- What is needed: Return every line in the entries below where the word "Trần" shows up.

- Data shown:

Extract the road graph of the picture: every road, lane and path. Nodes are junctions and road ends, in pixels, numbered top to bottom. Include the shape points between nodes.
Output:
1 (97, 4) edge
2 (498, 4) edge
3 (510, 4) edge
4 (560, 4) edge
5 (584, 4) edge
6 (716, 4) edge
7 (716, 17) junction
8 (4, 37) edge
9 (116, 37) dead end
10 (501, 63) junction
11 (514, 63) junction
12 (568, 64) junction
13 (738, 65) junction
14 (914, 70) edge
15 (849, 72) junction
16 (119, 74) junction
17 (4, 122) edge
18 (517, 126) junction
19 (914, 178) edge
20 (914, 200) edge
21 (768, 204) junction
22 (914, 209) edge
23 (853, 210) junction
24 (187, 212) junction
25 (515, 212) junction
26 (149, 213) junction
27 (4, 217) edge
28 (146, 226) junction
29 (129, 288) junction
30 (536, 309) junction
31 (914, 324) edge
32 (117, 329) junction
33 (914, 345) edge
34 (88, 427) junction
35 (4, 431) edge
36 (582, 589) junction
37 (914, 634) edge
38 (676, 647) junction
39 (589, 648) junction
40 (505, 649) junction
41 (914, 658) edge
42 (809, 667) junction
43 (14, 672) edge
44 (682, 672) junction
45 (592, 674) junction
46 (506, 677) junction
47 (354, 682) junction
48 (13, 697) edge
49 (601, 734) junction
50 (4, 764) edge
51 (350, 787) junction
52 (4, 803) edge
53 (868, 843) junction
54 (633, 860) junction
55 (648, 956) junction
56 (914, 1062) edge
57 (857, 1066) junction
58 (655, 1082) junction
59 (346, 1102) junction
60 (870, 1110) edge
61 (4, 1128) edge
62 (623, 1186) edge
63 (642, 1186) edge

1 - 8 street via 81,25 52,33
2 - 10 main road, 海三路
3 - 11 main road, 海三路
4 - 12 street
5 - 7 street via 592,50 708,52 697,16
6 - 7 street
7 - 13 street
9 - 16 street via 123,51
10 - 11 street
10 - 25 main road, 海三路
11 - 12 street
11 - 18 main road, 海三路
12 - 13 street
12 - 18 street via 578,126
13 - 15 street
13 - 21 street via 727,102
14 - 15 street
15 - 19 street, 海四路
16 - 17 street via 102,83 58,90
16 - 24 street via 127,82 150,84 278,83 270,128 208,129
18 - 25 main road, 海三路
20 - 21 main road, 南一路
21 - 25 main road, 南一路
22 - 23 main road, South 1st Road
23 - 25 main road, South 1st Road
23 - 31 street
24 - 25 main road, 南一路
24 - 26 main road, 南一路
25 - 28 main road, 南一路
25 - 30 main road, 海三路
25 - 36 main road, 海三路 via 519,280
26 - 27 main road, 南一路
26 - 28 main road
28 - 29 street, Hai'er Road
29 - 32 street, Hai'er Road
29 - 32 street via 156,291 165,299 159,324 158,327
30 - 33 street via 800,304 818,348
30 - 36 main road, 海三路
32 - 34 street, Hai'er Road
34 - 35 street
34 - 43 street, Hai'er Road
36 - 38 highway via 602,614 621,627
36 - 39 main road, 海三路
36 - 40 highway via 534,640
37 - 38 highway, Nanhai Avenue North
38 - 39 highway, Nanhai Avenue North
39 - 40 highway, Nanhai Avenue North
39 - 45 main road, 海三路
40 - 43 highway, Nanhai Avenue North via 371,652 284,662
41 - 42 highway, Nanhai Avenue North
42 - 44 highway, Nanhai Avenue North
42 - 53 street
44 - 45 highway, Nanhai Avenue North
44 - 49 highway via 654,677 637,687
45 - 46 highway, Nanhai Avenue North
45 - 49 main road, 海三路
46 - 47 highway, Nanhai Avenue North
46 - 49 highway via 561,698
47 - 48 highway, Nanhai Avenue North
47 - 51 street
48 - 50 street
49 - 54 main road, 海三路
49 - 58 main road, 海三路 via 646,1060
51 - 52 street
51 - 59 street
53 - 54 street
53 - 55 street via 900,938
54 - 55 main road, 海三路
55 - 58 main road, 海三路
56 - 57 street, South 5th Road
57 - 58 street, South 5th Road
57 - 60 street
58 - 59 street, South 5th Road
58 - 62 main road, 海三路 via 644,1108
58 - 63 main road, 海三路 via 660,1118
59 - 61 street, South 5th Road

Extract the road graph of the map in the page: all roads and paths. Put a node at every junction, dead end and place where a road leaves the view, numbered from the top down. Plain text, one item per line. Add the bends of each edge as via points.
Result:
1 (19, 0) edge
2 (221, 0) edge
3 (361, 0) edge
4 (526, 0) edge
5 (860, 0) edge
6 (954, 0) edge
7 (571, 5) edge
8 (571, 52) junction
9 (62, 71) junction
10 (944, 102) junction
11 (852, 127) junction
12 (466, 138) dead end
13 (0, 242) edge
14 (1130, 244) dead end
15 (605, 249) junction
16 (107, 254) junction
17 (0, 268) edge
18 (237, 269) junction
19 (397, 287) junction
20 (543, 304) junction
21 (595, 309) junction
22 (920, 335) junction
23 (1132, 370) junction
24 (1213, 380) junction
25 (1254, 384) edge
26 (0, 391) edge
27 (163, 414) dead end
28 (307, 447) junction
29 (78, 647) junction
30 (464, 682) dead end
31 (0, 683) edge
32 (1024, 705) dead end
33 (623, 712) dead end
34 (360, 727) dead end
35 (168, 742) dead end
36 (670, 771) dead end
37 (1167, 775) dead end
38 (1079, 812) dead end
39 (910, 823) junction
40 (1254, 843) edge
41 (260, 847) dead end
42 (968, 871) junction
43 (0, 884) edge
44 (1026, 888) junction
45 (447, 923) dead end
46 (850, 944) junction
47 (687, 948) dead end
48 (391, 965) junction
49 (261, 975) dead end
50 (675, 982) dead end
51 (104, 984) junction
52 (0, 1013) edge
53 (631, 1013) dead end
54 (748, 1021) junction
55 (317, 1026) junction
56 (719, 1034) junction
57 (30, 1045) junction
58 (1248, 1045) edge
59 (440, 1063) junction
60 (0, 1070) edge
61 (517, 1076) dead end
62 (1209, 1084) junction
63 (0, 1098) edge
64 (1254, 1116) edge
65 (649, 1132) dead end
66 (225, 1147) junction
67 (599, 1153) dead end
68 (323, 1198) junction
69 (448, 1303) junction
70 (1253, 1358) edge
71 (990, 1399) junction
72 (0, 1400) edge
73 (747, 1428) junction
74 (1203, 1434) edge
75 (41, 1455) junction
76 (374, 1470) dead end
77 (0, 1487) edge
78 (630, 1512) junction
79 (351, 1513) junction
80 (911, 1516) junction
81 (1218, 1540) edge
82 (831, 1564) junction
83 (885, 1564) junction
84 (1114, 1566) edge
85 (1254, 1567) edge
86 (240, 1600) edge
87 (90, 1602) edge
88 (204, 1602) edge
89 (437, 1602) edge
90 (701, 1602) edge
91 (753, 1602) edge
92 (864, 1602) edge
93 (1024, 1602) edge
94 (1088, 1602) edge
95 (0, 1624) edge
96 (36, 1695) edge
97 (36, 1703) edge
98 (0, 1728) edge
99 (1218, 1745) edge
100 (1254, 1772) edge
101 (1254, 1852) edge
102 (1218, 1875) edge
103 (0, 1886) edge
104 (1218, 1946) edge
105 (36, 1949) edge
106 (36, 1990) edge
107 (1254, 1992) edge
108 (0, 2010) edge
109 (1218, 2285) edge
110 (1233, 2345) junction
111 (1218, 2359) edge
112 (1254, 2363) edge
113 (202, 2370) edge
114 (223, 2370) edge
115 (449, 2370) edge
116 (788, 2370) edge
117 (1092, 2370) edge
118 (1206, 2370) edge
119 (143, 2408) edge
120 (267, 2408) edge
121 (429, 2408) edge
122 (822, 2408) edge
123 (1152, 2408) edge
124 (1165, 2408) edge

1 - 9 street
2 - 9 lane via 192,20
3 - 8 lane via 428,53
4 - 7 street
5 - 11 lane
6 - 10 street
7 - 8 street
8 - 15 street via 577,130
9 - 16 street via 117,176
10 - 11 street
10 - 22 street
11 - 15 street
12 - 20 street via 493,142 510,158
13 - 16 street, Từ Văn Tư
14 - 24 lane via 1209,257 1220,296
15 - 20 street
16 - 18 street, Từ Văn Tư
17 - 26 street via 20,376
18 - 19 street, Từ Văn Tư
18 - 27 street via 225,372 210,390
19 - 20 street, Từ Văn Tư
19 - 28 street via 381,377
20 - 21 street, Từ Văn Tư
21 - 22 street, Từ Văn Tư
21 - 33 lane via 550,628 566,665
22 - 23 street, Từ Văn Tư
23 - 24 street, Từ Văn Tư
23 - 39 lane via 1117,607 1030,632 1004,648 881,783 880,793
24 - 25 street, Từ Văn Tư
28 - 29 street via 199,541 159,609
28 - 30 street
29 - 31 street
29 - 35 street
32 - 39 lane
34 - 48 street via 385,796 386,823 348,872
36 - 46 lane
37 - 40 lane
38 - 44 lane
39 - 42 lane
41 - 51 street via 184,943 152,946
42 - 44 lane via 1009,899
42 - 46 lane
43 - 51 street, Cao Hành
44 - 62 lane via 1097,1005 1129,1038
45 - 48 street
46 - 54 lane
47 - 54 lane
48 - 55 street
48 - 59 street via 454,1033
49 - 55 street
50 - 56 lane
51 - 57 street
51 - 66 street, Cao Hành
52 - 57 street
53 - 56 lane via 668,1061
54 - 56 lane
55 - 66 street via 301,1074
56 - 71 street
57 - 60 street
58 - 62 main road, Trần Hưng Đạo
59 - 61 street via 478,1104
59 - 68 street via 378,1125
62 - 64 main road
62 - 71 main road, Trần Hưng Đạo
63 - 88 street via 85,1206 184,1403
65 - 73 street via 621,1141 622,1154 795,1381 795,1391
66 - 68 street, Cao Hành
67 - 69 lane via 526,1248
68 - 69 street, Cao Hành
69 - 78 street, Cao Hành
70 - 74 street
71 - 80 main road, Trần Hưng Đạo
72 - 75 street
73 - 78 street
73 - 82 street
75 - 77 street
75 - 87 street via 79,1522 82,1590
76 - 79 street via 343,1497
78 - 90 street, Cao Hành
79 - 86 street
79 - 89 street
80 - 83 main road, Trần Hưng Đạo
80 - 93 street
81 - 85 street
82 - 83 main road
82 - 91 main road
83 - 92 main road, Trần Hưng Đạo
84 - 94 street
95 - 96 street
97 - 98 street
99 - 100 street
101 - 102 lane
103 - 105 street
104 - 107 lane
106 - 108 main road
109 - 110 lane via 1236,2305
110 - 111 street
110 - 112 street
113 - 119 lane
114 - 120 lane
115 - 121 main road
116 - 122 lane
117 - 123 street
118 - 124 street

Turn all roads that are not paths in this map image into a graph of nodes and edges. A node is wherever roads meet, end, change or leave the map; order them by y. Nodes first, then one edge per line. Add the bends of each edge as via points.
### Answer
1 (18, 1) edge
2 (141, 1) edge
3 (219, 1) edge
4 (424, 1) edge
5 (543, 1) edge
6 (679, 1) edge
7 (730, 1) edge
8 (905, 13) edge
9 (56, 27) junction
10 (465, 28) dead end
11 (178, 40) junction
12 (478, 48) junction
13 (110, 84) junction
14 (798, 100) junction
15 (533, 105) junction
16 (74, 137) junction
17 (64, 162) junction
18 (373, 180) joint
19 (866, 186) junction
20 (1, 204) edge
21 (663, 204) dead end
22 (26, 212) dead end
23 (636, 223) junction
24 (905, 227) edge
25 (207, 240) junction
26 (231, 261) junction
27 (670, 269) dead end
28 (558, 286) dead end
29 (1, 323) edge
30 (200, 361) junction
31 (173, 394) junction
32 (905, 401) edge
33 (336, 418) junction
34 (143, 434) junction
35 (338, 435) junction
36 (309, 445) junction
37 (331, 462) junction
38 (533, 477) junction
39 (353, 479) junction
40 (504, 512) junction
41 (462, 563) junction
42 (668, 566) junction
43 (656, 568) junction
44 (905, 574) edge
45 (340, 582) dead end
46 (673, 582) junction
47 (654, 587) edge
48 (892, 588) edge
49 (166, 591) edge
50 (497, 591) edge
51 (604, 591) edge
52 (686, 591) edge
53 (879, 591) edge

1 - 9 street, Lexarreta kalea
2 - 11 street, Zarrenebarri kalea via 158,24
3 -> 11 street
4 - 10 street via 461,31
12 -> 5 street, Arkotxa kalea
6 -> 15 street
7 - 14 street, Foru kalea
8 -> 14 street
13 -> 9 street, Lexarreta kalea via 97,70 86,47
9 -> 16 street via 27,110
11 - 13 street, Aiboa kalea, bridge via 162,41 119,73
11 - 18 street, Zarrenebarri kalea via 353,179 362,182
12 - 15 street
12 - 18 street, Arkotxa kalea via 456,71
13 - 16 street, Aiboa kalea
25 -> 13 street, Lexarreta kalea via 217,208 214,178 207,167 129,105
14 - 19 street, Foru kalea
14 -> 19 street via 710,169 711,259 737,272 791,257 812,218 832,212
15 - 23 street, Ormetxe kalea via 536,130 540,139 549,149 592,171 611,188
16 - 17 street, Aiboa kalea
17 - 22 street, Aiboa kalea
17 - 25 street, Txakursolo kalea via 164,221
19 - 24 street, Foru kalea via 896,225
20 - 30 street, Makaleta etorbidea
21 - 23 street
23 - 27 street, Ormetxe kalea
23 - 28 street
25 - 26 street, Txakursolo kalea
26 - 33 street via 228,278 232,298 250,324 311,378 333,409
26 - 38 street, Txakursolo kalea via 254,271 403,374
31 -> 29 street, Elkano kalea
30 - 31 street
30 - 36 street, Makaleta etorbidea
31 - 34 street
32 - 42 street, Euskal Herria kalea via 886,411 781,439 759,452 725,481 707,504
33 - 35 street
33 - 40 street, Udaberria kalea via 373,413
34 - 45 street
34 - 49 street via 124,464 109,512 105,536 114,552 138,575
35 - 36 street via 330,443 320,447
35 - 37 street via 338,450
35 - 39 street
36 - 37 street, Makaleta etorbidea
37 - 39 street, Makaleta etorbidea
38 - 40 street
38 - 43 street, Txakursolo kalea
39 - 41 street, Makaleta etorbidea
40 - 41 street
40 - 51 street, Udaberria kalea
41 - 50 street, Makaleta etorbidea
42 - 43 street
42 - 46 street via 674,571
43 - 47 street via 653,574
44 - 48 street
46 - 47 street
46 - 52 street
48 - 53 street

- Exercise solution:
58 - 62 main road, Trần Hưng Đạo
62 - 71 main road, Trần Hưng Đạo
71 - 80 main road, Trần Hưng Đạo
80 - 83 main road, Trần Hưng Đạo
83 - 92 main road, Trần Hưng Đạo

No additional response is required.